Vorse undertook her last reporting trip in 1959, when she traveled to Henderson, N.C., to cover a textile workers’ strike; she was then 85. She slowed down as a reporter only after suffering a stroke on her way home. Unable to support herself with writing, Vorse took on the role of doting grandmother. She survived financially on donations from friends and allies in the labor movement like the Amalgamated Clothing Workers and United Autoworkers, who disguised their charity by inventing a social justice award to present to her at their 1962 convention. She spent their money the same way she’d spent her life—in service to others. In 1965, the year before she died, she sent a check to Cesar Chavez and the United Farm Workers, who were then in the middle of the Delano Grape Strike. She died from a heart attack at 92, and was buried in the hills above her seaside home.

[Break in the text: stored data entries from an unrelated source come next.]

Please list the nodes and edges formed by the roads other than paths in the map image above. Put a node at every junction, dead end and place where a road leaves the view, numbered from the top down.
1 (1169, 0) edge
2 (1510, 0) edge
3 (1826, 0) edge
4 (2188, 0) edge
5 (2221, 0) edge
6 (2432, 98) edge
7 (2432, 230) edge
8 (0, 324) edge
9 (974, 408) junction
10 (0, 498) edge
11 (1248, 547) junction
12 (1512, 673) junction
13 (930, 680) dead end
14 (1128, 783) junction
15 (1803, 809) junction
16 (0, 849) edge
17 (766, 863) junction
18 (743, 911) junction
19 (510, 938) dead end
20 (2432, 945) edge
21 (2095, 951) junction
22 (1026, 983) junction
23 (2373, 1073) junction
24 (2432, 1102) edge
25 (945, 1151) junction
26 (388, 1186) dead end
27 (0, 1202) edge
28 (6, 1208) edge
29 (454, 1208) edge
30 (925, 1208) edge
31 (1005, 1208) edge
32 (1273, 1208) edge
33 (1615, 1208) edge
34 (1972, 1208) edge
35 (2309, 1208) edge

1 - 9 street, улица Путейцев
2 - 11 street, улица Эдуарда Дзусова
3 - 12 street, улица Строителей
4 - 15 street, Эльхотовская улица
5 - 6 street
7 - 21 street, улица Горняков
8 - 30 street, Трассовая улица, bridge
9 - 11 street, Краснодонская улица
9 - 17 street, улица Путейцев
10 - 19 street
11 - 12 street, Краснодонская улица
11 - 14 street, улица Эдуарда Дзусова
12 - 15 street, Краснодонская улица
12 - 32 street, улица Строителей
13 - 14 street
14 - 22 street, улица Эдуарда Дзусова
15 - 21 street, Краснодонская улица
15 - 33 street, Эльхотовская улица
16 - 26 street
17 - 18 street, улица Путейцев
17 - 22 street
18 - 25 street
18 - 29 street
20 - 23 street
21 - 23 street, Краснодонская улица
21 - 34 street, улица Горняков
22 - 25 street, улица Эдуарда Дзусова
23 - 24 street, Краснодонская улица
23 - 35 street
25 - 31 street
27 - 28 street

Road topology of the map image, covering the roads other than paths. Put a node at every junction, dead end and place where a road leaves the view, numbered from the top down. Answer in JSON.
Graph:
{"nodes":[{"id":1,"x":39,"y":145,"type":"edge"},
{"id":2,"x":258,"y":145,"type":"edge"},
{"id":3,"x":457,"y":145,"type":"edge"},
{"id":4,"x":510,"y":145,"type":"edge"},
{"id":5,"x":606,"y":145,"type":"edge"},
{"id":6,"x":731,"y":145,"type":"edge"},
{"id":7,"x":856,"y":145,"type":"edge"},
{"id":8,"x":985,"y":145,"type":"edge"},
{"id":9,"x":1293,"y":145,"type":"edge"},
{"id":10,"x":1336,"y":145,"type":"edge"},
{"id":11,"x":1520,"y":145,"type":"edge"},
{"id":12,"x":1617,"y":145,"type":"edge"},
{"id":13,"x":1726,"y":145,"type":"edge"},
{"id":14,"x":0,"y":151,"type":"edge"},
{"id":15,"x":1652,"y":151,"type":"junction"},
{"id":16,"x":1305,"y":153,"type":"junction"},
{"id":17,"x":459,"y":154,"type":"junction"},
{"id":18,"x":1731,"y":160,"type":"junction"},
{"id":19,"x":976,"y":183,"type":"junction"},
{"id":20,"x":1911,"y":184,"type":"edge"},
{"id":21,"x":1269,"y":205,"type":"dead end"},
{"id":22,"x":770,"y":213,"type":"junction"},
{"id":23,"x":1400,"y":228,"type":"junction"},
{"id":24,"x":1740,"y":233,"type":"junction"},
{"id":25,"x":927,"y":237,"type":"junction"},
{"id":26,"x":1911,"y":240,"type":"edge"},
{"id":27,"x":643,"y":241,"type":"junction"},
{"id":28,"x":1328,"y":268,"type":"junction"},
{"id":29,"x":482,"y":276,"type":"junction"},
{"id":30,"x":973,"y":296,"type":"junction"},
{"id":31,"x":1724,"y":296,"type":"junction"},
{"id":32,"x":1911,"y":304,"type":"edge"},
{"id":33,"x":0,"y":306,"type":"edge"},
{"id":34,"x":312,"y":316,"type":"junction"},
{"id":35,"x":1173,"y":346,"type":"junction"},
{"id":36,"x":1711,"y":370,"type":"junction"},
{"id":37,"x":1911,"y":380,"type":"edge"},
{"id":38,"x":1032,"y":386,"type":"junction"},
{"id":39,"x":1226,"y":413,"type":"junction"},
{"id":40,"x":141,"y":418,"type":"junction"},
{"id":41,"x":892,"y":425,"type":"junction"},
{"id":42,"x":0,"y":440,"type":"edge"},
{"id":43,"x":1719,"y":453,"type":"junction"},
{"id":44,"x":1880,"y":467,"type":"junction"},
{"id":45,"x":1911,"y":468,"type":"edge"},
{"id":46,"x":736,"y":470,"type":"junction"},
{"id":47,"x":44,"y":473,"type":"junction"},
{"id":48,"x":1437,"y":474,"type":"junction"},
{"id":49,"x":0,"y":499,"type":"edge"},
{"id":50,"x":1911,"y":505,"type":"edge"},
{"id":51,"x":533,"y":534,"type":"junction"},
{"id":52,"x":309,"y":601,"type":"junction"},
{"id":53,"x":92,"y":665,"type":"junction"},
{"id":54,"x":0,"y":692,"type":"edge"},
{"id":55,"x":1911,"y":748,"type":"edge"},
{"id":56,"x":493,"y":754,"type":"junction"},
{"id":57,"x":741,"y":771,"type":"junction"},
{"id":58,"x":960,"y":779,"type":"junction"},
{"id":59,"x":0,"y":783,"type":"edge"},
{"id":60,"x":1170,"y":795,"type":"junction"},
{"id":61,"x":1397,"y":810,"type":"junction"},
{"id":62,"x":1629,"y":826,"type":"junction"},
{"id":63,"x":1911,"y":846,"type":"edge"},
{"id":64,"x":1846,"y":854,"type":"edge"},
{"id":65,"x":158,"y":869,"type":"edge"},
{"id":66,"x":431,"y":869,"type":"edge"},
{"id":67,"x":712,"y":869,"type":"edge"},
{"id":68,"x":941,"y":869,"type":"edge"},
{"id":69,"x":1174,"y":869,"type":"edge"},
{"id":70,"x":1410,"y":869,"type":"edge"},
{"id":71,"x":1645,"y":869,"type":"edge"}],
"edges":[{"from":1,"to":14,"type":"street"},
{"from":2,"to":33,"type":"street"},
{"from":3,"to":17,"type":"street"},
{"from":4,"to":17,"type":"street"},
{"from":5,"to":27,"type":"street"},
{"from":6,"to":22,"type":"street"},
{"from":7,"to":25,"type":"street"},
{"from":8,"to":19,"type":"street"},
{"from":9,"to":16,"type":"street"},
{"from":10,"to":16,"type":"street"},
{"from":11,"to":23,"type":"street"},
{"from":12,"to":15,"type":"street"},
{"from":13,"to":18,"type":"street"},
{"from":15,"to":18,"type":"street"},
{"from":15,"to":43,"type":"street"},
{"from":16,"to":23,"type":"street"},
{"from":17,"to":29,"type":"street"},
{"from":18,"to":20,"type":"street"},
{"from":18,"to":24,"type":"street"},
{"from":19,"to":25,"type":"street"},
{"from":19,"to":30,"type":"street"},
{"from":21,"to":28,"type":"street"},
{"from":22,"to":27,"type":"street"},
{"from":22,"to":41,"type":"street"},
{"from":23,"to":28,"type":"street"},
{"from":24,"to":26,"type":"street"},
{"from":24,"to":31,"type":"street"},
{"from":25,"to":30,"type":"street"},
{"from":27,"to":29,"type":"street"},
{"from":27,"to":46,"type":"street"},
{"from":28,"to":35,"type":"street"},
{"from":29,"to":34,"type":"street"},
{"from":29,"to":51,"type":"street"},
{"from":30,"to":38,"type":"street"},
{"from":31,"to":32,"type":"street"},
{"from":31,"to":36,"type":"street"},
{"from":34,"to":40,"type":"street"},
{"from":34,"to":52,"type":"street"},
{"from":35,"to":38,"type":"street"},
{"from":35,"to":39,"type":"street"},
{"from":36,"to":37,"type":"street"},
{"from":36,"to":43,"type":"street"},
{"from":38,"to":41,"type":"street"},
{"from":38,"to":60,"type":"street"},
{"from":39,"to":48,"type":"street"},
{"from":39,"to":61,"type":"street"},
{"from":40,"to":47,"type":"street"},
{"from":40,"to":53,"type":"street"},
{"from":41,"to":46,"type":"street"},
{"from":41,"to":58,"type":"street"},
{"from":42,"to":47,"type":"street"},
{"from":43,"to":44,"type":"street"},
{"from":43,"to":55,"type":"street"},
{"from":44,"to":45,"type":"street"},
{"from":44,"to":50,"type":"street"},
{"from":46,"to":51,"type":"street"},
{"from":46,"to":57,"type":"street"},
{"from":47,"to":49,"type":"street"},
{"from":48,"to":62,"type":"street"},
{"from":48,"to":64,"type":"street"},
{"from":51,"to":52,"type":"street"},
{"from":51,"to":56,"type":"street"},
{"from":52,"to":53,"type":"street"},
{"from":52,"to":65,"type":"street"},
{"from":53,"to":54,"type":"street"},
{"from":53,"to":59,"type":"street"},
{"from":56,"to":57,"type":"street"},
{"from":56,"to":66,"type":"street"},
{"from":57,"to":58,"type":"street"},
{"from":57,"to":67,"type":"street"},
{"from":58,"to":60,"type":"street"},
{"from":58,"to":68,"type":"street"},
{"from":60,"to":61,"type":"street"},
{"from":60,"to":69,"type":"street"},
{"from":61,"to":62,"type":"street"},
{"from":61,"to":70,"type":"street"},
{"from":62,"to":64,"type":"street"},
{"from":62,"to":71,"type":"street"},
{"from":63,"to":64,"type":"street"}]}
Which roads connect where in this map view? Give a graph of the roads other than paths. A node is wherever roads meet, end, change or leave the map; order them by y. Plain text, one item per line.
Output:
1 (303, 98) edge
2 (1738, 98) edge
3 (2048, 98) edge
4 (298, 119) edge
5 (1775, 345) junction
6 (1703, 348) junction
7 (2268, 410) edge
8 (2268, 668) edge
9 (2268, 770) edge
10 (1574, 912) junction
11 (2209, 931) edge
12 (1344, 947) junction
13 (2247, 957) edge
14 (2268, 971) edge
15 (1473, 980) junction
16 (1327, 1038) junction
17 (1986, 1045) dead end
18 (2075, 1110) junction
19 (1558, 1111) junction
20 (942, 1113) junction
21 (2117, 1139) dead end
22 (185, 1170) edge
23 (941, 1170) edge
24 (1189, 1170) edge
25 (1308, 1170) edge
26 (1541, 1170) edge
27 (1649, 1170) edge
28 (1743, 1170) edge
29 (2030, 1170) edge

“When people are gathered together, when the individual is forgotten for the collective good, there is this quickening; suddenly, the aspirations of some anonymous, lonely people have come together and formed the flame,” Vorse had written in her final dispatch from Henderson, which could just as well double as an epitaph for her own remarkable life in labor. “There is the flame of the labor movement. The flame ebbs, it fluctuates, it never goes out.”